EXERCISE OBJECTIVE >>
Scan the data below and work out how many of its lines contain the word "შესახვევი". Give only that number.

THE DATA >>
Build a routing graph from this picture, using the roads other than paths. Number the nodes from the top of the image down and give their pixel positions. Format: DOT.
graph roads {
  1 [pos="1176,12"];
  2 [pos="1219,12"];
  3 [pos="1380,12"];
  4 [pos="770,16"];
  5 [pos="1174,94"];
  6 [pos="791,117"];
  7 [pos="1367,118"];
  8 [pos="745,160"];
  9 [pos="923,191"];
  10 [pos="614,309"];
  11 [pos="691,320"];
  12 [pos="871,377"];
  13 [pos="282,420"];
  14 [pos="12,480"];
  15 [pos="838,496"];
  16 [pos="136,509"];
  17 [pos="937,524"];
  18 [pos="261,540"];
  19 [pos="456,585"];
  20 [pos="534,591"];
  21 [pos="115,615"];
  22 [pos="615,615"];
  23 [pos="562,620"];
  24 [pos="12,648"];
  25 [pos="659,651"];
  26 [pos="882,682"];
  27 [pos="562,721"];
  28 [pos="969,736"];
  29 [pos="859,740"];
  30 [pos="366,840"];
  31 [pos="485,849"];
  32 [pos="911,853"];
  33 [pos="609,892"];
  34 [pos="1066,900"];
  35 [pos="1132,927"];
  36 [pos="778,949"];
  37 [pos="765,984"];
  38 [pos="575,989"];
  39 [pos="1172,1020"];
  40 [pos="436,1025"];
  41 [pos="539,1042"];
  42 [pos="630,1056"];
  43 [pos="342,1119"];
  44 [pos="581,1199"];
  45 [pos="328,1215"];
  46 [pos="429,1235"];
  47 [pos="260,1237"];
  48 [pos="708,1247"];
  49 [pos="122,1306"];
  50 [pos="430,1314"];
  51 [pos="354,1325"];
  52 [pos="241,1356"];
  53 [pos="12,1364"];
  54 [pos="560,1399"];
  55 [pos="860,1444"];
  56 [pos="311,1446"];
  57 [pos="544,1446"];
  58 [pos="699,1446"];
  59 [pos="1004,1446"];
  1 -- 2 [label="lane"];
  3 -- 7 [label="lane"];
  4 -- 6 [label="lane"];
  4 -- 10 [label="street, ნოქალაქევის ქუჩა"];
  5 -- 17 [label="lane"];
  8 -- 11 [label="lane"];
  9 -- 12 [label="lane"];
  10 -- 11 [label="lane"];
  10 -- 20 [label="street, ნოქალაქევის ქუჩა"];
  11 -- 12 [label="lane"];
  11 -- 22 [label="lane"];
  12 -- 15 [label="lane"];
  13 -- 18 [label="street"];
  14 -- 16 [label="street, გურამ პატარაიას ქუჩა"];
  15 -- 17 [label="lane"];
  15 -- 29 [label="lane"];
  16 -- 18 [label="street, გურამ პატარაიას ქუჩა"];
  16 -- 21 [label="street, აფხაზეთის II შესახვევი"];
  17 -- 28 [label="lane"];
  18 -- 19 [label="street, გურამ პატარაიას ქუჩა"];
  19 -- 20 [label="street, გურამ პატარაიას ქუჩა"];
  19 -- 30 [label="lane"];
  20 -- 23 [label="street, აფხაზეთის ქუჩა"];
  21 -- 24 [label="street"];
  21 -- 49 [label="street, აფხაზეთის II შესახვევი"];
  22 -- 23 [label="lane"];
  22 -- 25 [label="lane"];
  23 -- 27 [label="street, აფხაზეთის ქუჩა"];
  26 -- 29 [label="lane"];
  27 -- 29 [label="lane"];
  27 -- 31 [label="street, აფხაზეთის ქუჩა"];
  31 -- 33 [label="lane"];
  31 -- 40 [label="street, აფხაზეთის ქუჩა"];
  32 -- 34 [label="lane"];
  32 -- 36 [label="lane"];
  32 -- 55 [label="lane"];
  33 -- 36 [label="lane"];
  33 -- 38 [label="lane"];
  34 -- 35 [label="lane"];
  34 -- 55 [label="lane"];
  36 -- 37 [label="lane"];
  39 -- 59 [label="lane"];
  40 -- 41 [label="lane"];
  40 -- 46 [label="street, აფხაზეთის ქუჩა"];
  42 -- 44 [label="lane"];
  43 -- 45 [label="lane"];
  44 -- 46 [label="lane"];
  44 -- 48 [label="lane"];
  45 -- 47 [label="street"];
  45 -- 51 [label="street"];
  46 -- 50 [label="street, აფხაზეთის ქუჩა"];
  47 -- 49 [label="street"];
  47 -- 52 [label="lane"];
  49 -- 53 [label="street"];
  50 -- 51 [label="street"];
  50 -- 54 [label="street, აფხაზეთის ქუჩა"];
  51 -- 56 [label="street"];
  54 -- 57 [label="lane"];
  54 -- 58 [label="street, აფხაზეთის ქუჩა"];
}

ANSWER TO THIS TASK >>
2